Maria's Father had been born in Brighton which meant he was eligible to be called up for the British army. Most other Italian men were interred in various prisons for the duration of the war, Maria's Uncle being one of them.
"My Mother had a very difficult time during the war. She missed us terribly and it was very hard for her to be an Italian in London at the time. She took in my niece and was looking after her while my Uncle was away, once we were all taking shelter in the Angel underground station when a woman took exception to my cousin speaking in Italian. My Mother stood up for her and was attacked, that sort of thing used to happen all the time. "
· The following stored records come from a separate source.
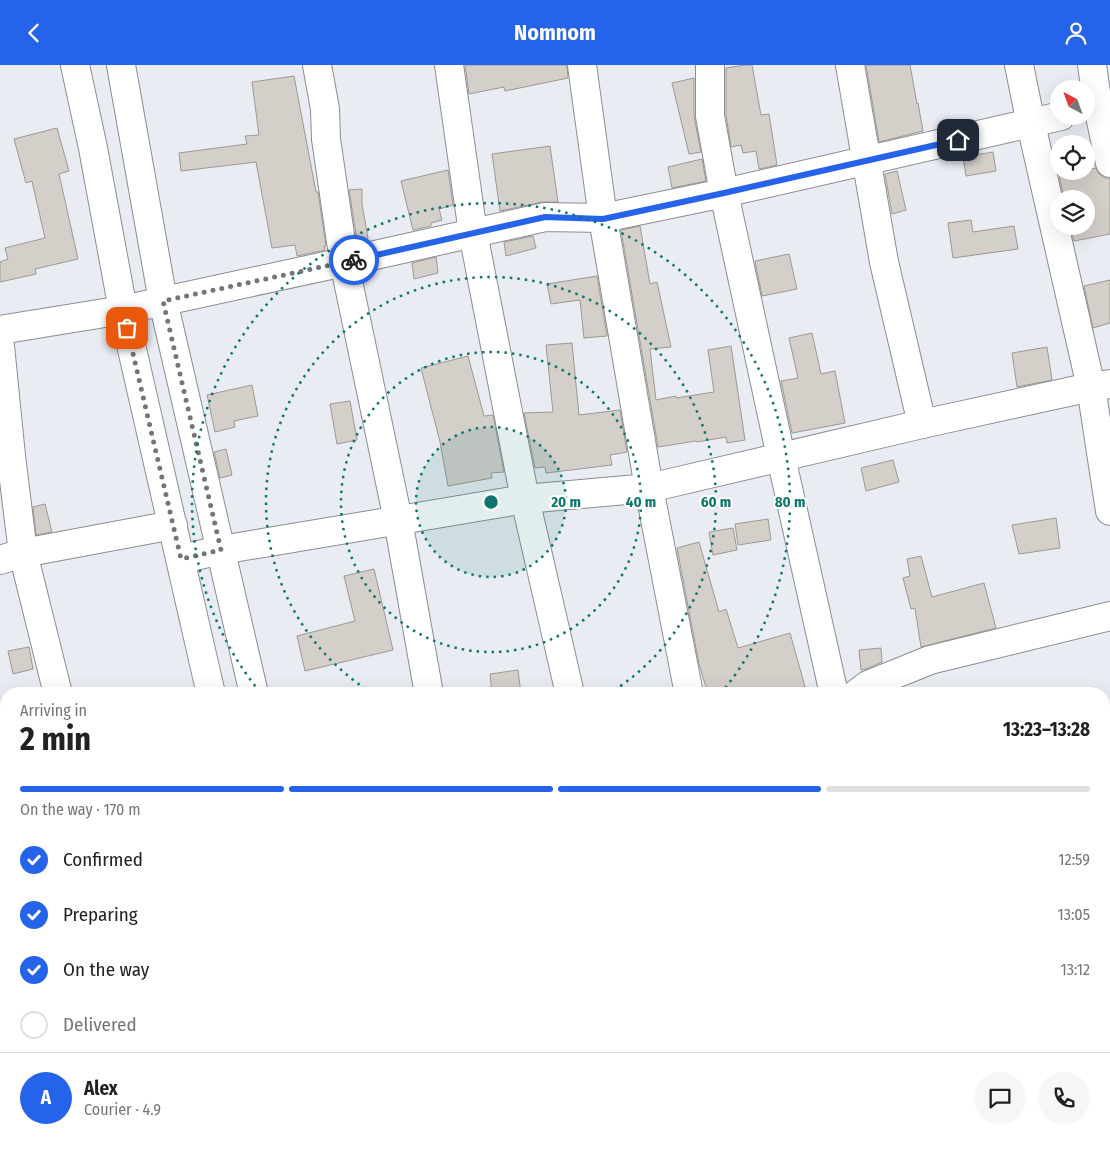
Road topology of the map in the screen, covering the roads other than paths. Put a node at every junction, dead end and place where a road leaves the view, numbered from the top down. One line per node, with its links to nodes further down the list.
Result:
1 (75, 65): 20 (street)
2 (121, 65): 19 (street)
3 (317, 65): 18 (street)
4 (449, 65): 17 (street)
5 (582, 65): 16 (street)
6 (710, 65): 15 (street)
7 (850, 65): 13 (street)
8 (1019, 65): 12 (street)
9 (1092, 65): 10 (street)
10 (1098, 107): 14 (street)
11 (1050, 119): 12 (street)
12 (1031, 123): 13 (street); 23 (street)
13 (867, 160): 15 (street); 24 (street)
14 (1110, 163)
15 (724, 193): 16 (street); 25 (street)
16 (603, 219): 17 (street); 26 (street)
17 (473, 233): 18 (street); 27 (street)
18 (344, 262): 19 (street); 29 (street)
19 (163, 301): 20 (street); 31 (street)
20 (123, 310): 21 (street); 30 (street)
21 (0, 329)
22 (0, 346): 32 (street)
23 (1100, 385): 24 (street); 28 (street)
24 (922, 424): 25 (street)
25 (781, 457): 26 (street); 41 (street)
26 (648, 488): 27 (street); 40 (street)
27 (525, 499): 29 (street); 39 (street)
28 (1110, 511)
29 (398, 520): 31 (street); 38 (street)
30 (173, 525): 32 (street); 33 (street)
31 (221, 550): 33 (street); 37 (street)
32 (12, 557): 35 (street)
33 (181, 559): 36 (street)
34 (1110, 616): 42 (street)
35 (56, 687)
36 (210, 687)
37 (252, 687)
38 (428, 687)
39 (568, 687)
40 (688, 687)
41 (832, 687)
42 (865, 687)

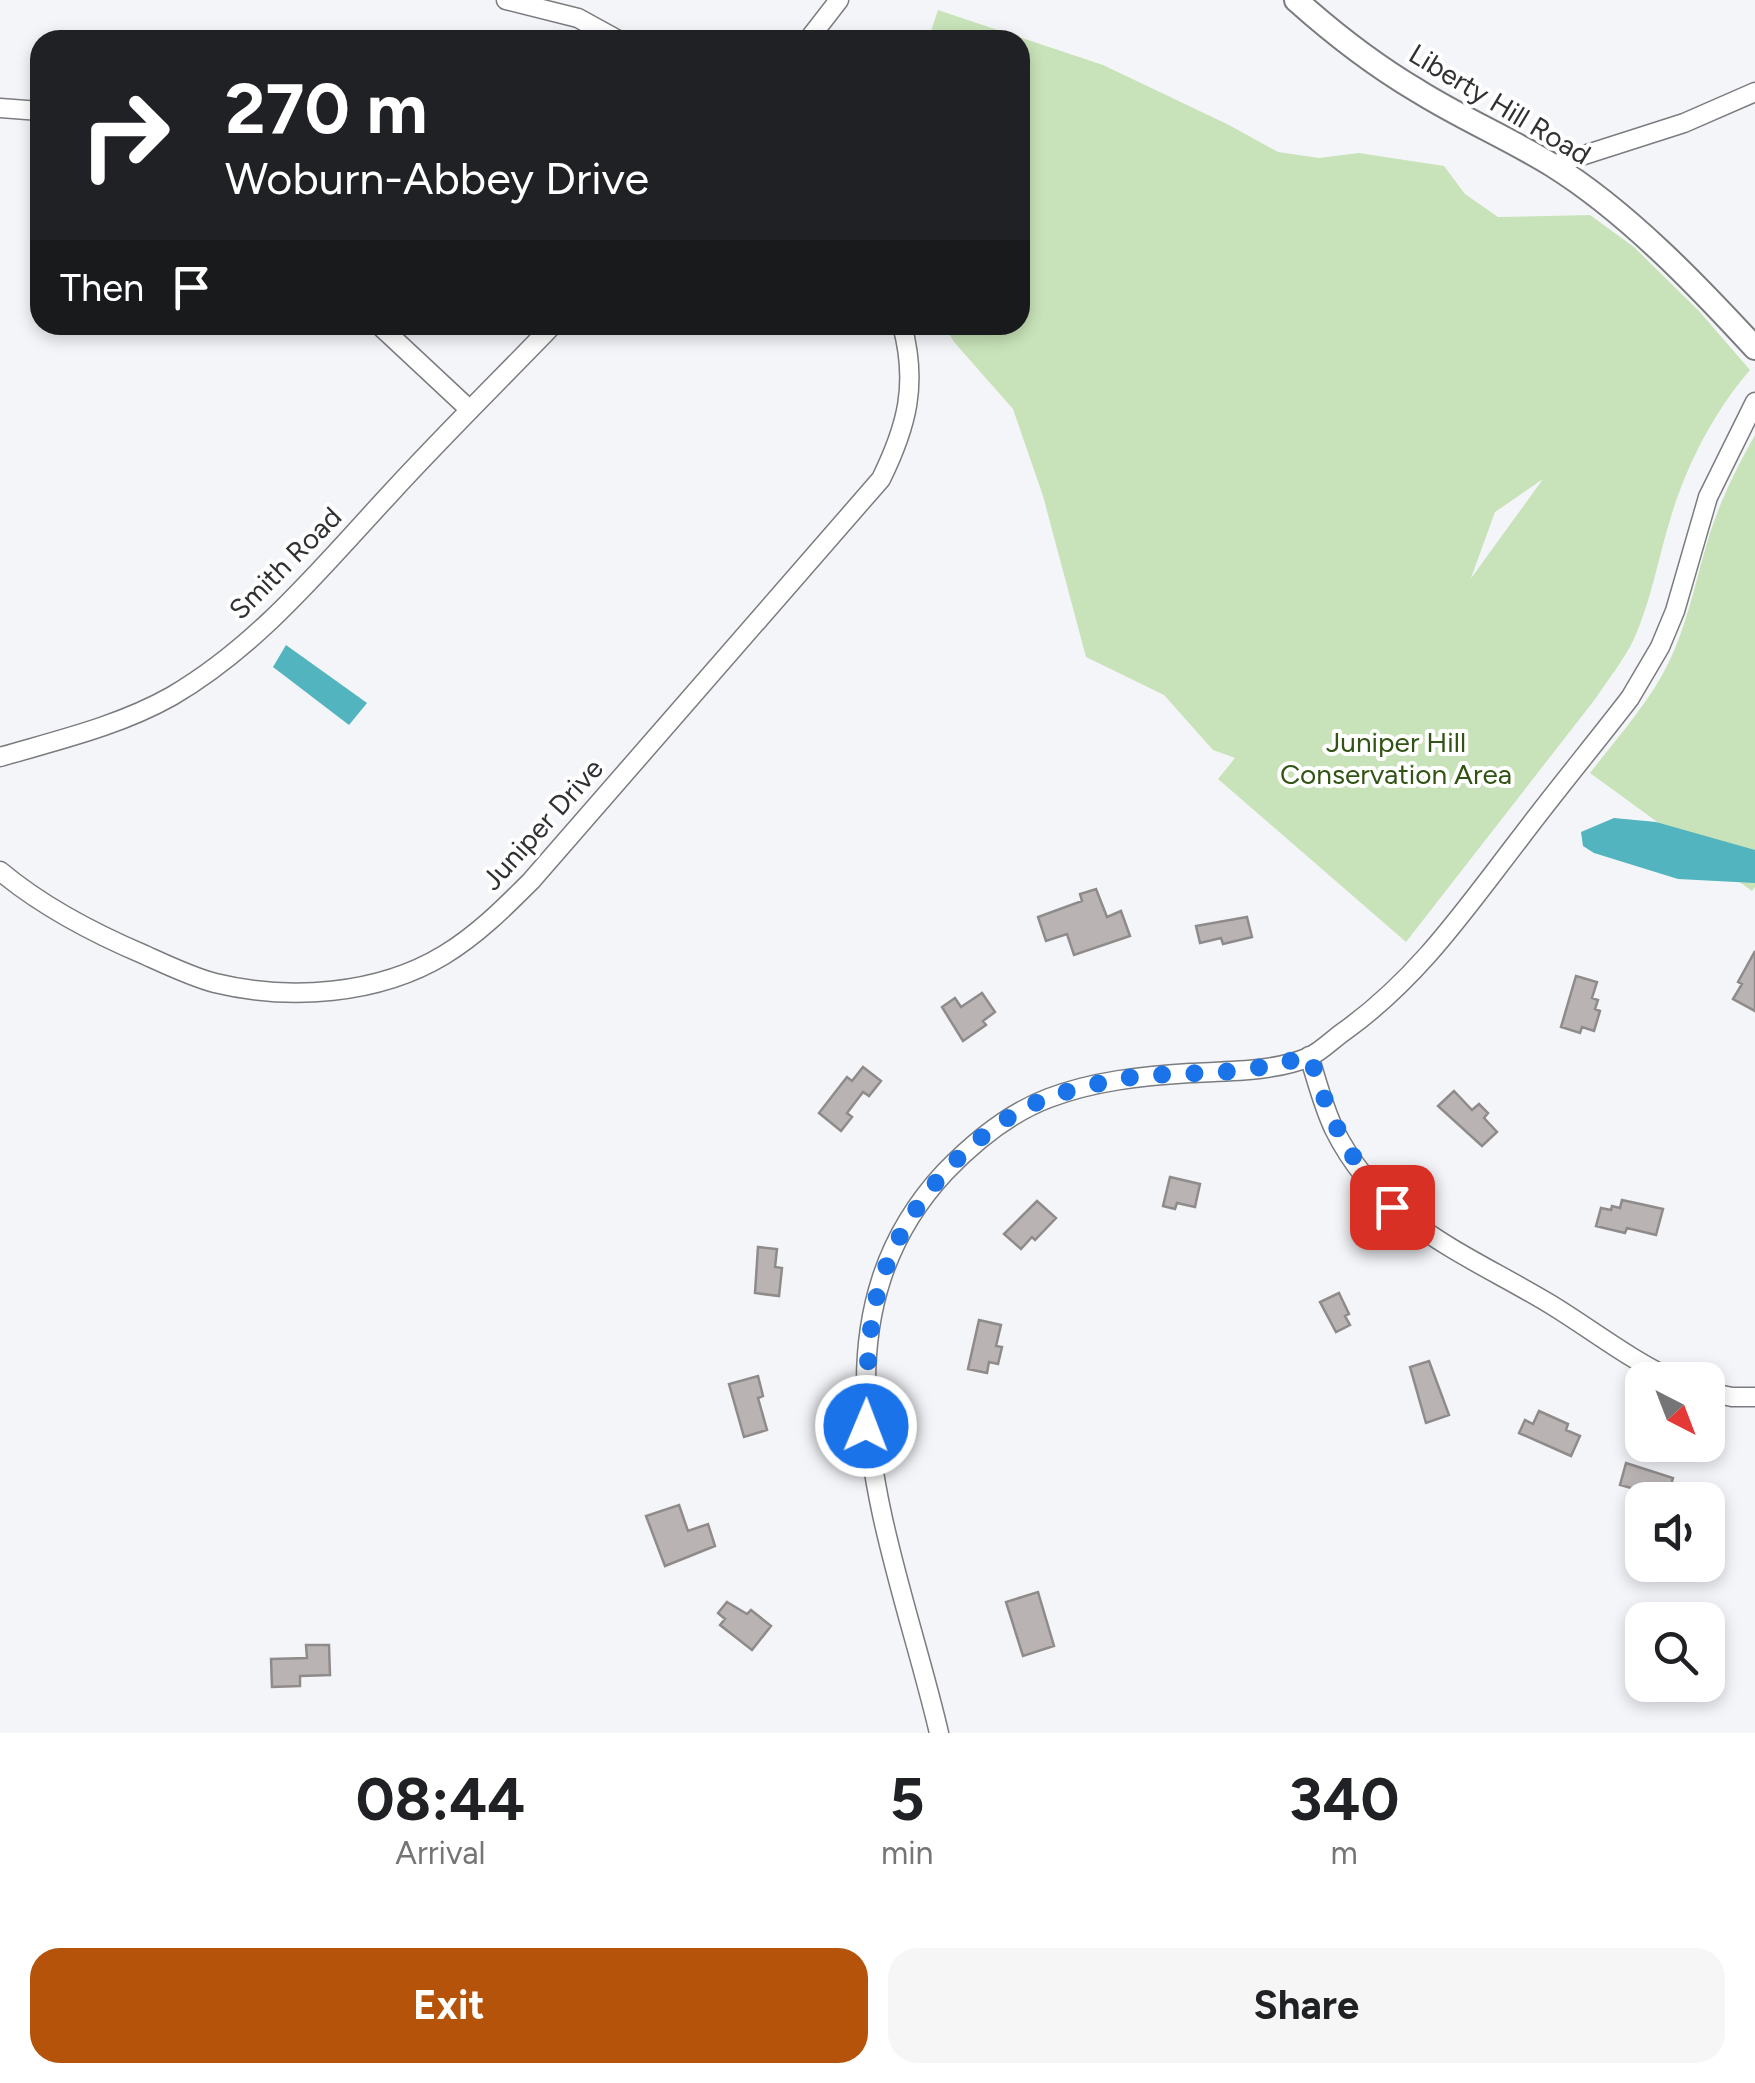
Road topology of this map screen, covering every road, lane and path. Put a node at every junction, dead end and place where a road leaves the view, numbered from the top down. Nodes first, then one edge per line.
1 (506, 0) edge
2 (839, 0) edge
3 (1296, 0) edge
4 (600, 30) edge
5 (816, 30) edge
6 (1755, 92) edge
7 (0, 108) edge
8 (30, 110) edge
9 (1553, 165) junction
10 (390, 335) edge
11 (543, 335) edge
12 (904, 335) edge
13 (1755, 348) edge
14 (1755, 402) edge
15 (470, 410) junction
16 (0, 757) edge
17 (0, 872) edge
18 (1310, 1056) junction
19 (1644, 1362) edge
20 (1725, 1396) edge
21 (1755, 1396) edge
22 (940, 1733) edge

1 - 4 street
2 - 5 street
3 - 9 street, Liberty Hill Road
6 - 9 street
7 - 8 street
9 - 13 street, Liberty Hill Road
10 - 15 street
11 - 15 street, Smith Road
12 - 17 street, Juniper Drive
14 - 18 street
15 - 16 street, Smith Road
18 - 19 street
18 - 22 street
20 - 21 street

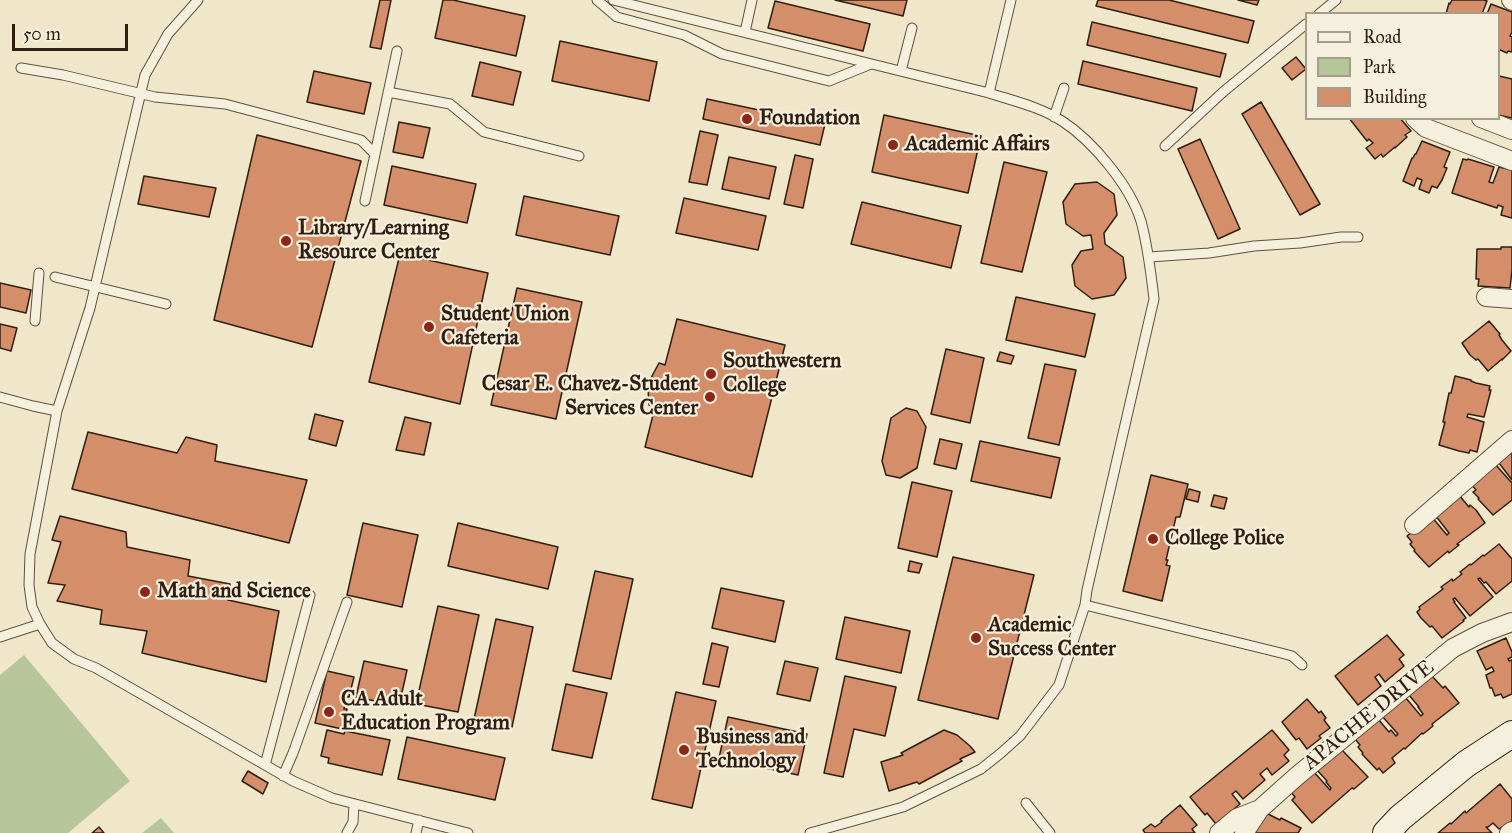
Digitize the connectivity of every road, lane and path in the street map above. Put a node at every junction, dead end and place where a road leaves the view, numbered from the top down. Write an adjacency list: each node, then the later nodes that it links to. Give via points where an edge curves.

Maria returned to London at the age of eleven and left school when she was fifteen, enrolling in night classes to study to become a secretary. Something her Father didn't agree with.
"My Father couldn't understand why I didn't want to work as a waitress. He also wasn't too happy with me going out in the evenings at that age but it was something that I really wanted to do. As it does though, life took over and I was soon married and pregnant. My brother and I had a joint wedding and then my husband and I started running an ice cream cafe in Ladbrooke Grove. It was long hours and hard work but we were in it together."
Some challenging years followed for Maria as the cafe went out of business while her family was very young. Those night school sessions did not go to waste however, as Maria was offered a secretarial position working for the head of the British Airways catering department. For the next sixteen years Maria and her husband worked for the company until she received two more devastating blows.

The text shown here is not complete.